**EXERCISE GOAL:** Find and copy each line of the data that includes "Gang".

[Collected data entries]

-------------------------

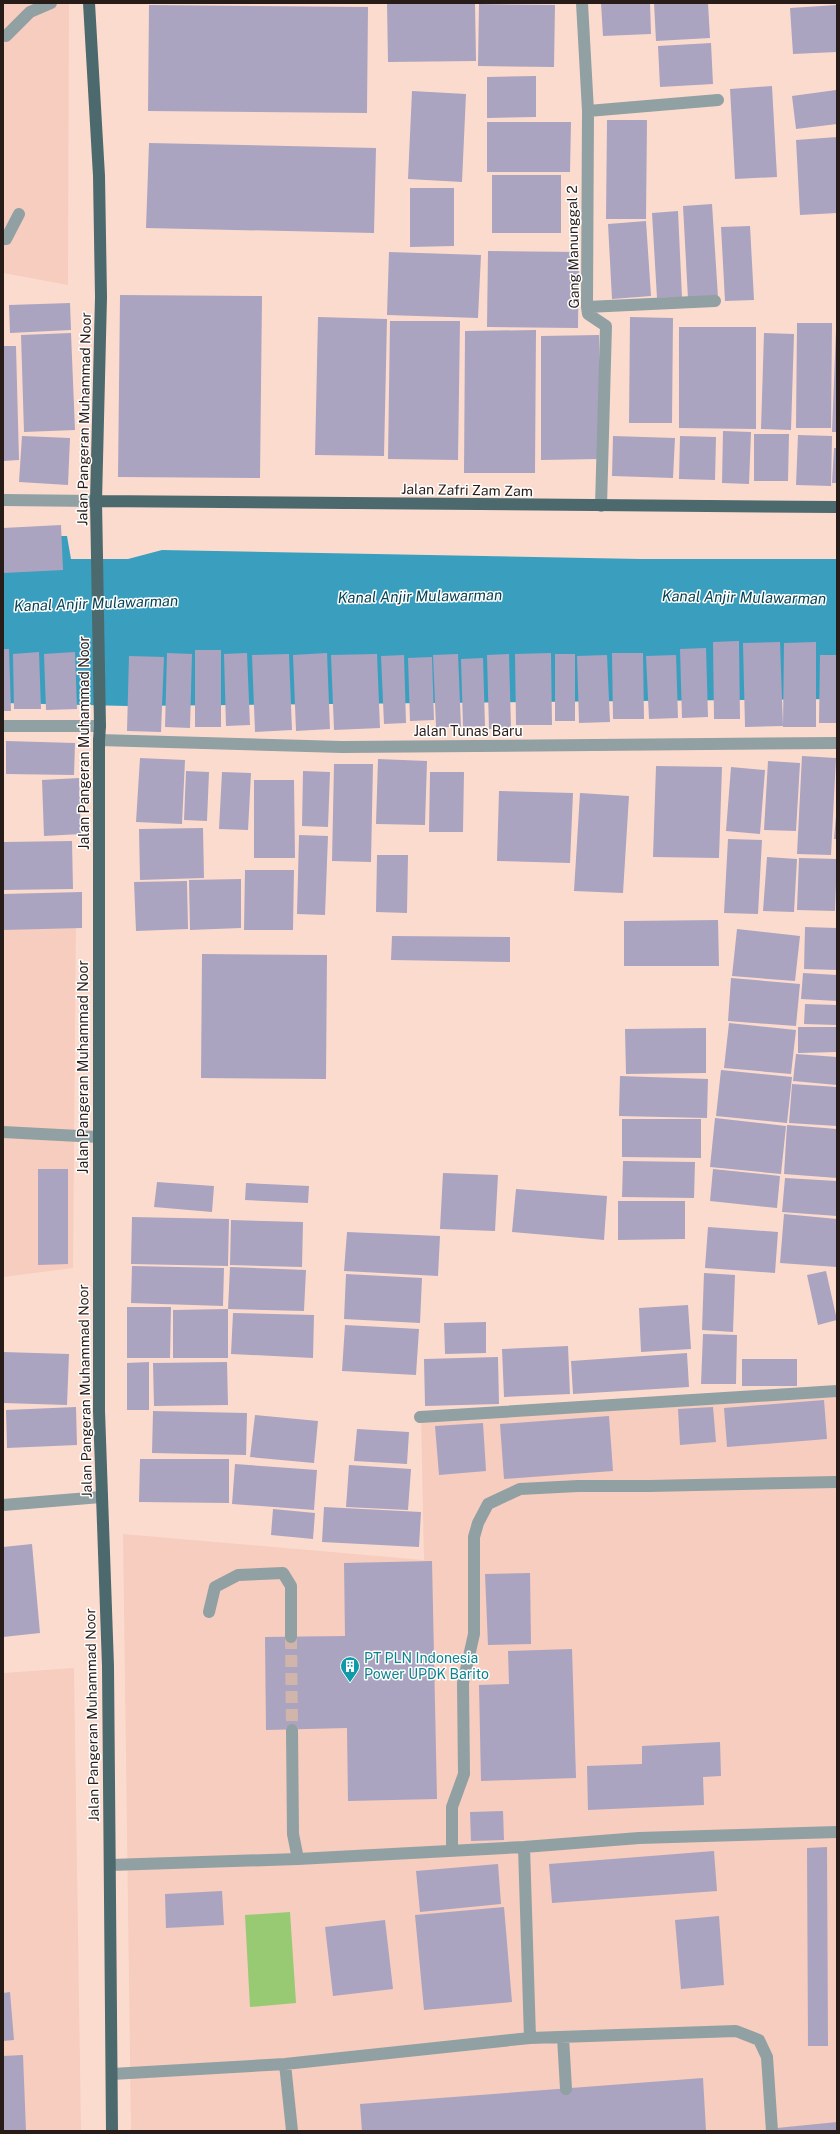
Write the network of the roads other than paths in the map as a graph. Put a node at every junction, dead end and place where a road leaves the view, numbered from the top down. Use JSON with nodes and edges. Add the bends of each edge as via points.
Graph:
{"nodes":[{"id":1,"x":52,"y":3,"type":"edge"},
{"id":2,"x":89,"y":3,"type":"edge"},
{"id":3,"x":582,"y":3,"type":"edge"},
{"id":4,"x":6,"y":36,"type":"dead end"},
{"id":5,"x":718,"y":100,"type":"dead end"},
{"id":6,"x":588,"y":111,"type":"junction"},
{"id":7,"x":19,"y":214,"type":"dead end"},
{"id":8,"x":3,"y":239,"type":"edge"},
{"id":9,"x":715,"y":301,"type":"dead end"},
{"id":10,"x":587,"y":307,"type":"junction"},
{"id":11,"x":3,"y":500,"type":"edge"},
{"id":12,"x":96,"y":501,"type":"junction"},
{"id":13,"x":601,"y":506,"type":"junction"},
{"id":14,"x":837,"y":507,"type":"edge"},
{"id":15,"x":100,"y":721,"type":"junction"},
{"id":16,"x":3,"y":726,"type":"edge"},
{"id":17,"x":99,"y":740,"type":"junction"},
{"id":18,"x":837,"y":743,"type":"edge"},
{"id":19,"x":3,"y":1132,"type":"edge"},
{"id":20,"x":98,"y":1137,"type":"junction"},
{"id":21,"x":837,"y":1391,"type":"edge"},
{"id":22,"x":420,"y":1417,"type":"dead end"},
{"id":23,"x":836,"y":1482,"type":"dead end"},
{"id":24,"x":101,"y":1497,"type":"junction"},
{"id":25,"x":3,"y":1505,"type":"edge"},
{"id":26,"x":209,"y":1612,"type":"dead end"},
{"id":27,"x":291,"y":1636,"type":"tunnel mouth"},
{"id":28,"x":292,"y":1730,"type":"tunnel mouth"},
{"id":29,"x":837,"y":1832,"type":"edge"},
{"id":30,"x":524,"y":1847,"type":"junction"},
{"id":31,"x":452,"y":1850,"type":"junction"},
{"id":32,"x":298,"y":1859,"type":"junction"},
{"id":33,"x":110,"y":1865,"type":"junction"},
{"id":34,"x":563,"y":2037,"type":"junction"},
{"id":35,"x":530,"y":2038,"type":"junction"},
{"id":36,"x":285,"y":2064,"type":"junction"},
{"id":37,"x":112,"y":2074,"type":"junction"},
{"id":38,"x":566,"y":2088,"type":"dead end"},
{"id":39,"x":112,"y":2131,"type":"edge"},
{"id":40,"x":292,"y":2131,"type":"edge"},
{"id":41,"x":772,"y":2131,"type":"edge"}],
"edges":[{"from":1,"to":4,"type":"street","via":[[30,12]]},
{"from":2,"to":12,"type":"main road","name":"Jalan Pangeran Muhammad Noor","via":[[100,191],[101,297]]},
{"from":3,"to":6,"type":"street","name":"Gang Manunggal 2"},
{"from":5,"to":6,"type":"street"},
{"from":6,"to":10,"type":"street","name":"Gang Manunggal 2"},
{"from":7,"to":8,"type":"street","via":[[6,239]]},
{"from":9,"to":10,"type":"street"},
{"from":10,"to":13,"type":"street","name":"Gang Manunggal 2","via":[[588,314],[606,326]]},
{"from":11,"to":12,"type":"street"},
{"from":12,"to":13,"type":"main road","name":"Jalan Zafri Zam Zam"},
{"from":12,"to":15,"type":"main road","name":"Jalan Pangeran Muhammad Noor"},
{"from":13,"to":14,"type":"main road","name":"Jalan Zafri Zam Zam"},
{"from":15,"to":16,"type":"street"},
{"from":15,"to":17,"type":"main road","name":"Jalan Pangeran Muhammad Noor"},
{"from":17,"to":18,"type":"street","name":"Jalan Tunas Baru","via":[[342,747]]},
{"from":17,"to":20,"type":"main road","name":"Jalan Pangeran Muhammad Noor"},
{"from":19,"to":20,"type":"street"},
{"from":20,"to":24,"type":"main road","name":"Jalan Pangeran Muhammad Noor"},
{"from":21,"to":22,"type":"street"},
{"from":23,"to":31,"type":"street","via":[[520,1489],[488,1504],[478,1523],[474,1538],[474,1634],[463,1683],[464,1774],[452,1806]]},
{"from":24,"to":25,"type":"street"},
{"from":24,"to":33,"type":"main road","name":"Jalan Pangeran Muhammad Noor","via":[[108,1666]]},
{"from":26,"to":27,"type":"street","via":[[215,1587],[232,1578],[238,1575],[283,1573],[292,1586]]},
{"from":28,"to":32,"type":"street","via":[[293,1834]]},
{"from":29,"to":30,"type":"street","via":[[639,1838]]},
{"from":30,"to":31,"type":"street"},
{"from":30,"to":35,"type":"street"},
{"from":31,"to":32,"type":"street"},
{"from":32,"to":33,"type":"street"},
{"from":33,"to":37,"type":"main road","name":"Jalan Pangeran Muhammad Noor"},
{"from":34,"to":35,"type":"street"},
{"from":34,"to":38,"type":"street"},
{"from":34,"to":41,"type":"street","via":[[736,2031],[759,2040],[767,2057]]},
{"from":35,"to":36,"type":"street"},
{"from":36,"to":37,"type":"street"},
{"from":36,"to":40,"type":"street"},
{"from":37,"to":39,"type":"main road","name":"Jalan Pangeran Muhammad Noor"}]}
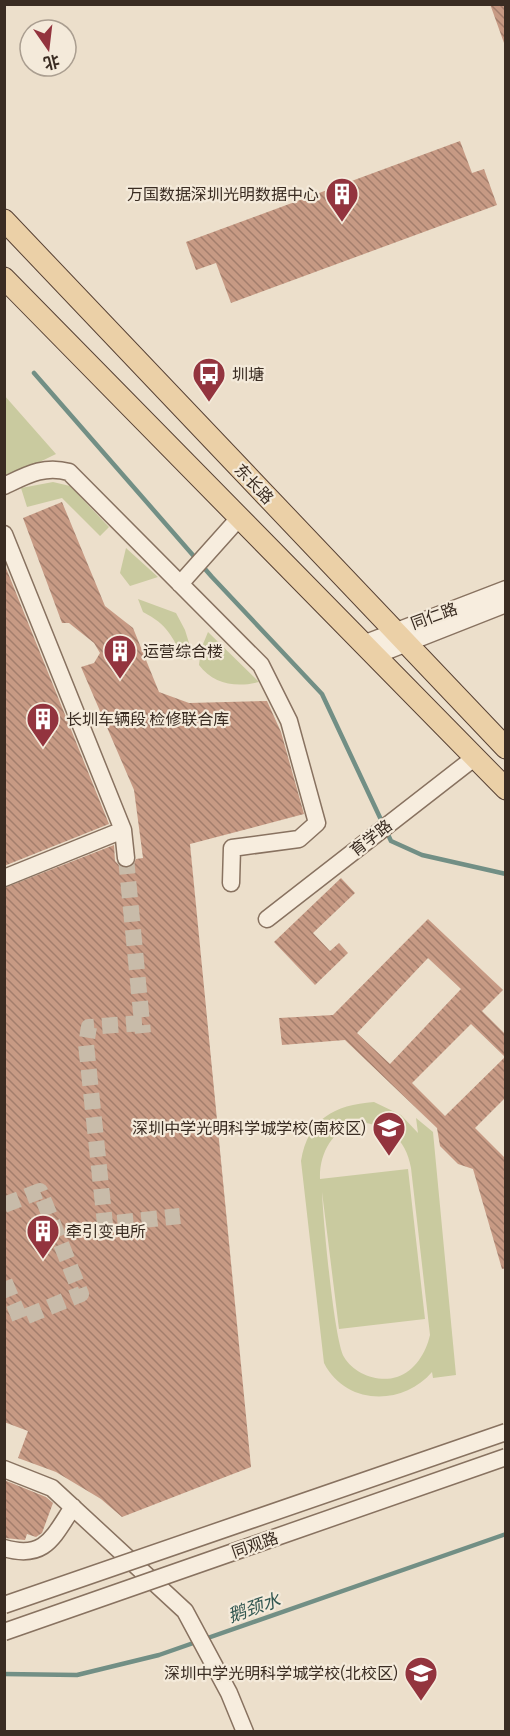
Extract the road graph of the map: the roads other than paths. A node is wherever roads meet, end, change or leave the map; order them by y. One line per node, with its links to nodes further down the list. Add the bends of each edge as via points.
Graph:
1 (4, 219): 9 (main road, 东长路)
2 (7, 285): 4 (main road, 东长路)
3 (4, 486): 6 (street, via 32,472 52,468 69,472)
4 (239, 518): 6 (street); 10 (main road, 东长路)
5 (4, 534): 14 (street)
6 (180, 584): 17 (street, via 261,666 289,721 317,823 299,838 232,848)
7 (506, 589): 9 (street, 同仁路)
8 (506, 604): 9 (street, 同仁路)
9 (399, 638): 10 (street, 同仁路); 11 (main road, 东长路)
10 (369, 650): 12 (main road, 东长路)
11 (506, 748)
12 (474, 758): 13 (main road, 东长路); 18 (street, 育学路)
13 (506, 789)
14 (123, 830): 15 (street); 16 (street)
15 (126, 858)
16 (4, 878)
17 (231, 883)
18 (267, 919)
19 (506, 1432): 24 (street, 同观路, bridge)
20 (506, 1457): 25 (street, 同观路, bridge)
21 (4, 1469): 22 (street, via 52,1488)
22 (73, 1507): 23 (street, via 44,1547 29,1553); 26 (street, via 185,1611 230,1693)
23 (4, 1548)
24 (4, 1605)
25 (4, 1632)
26 (242, 1725)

-------------------------

**FINISHED EXERCISE:**
{"from":3,"to":6,"type":"street","name":"Gang Manunggal 2"},
{"from":6,"to":10,"type":"street","name":"Gang Manunggal 2"},
{"from":10,"to":13,"type":"street","name":"Gang Manunggal 2","via":[[588,314],[606,326]]},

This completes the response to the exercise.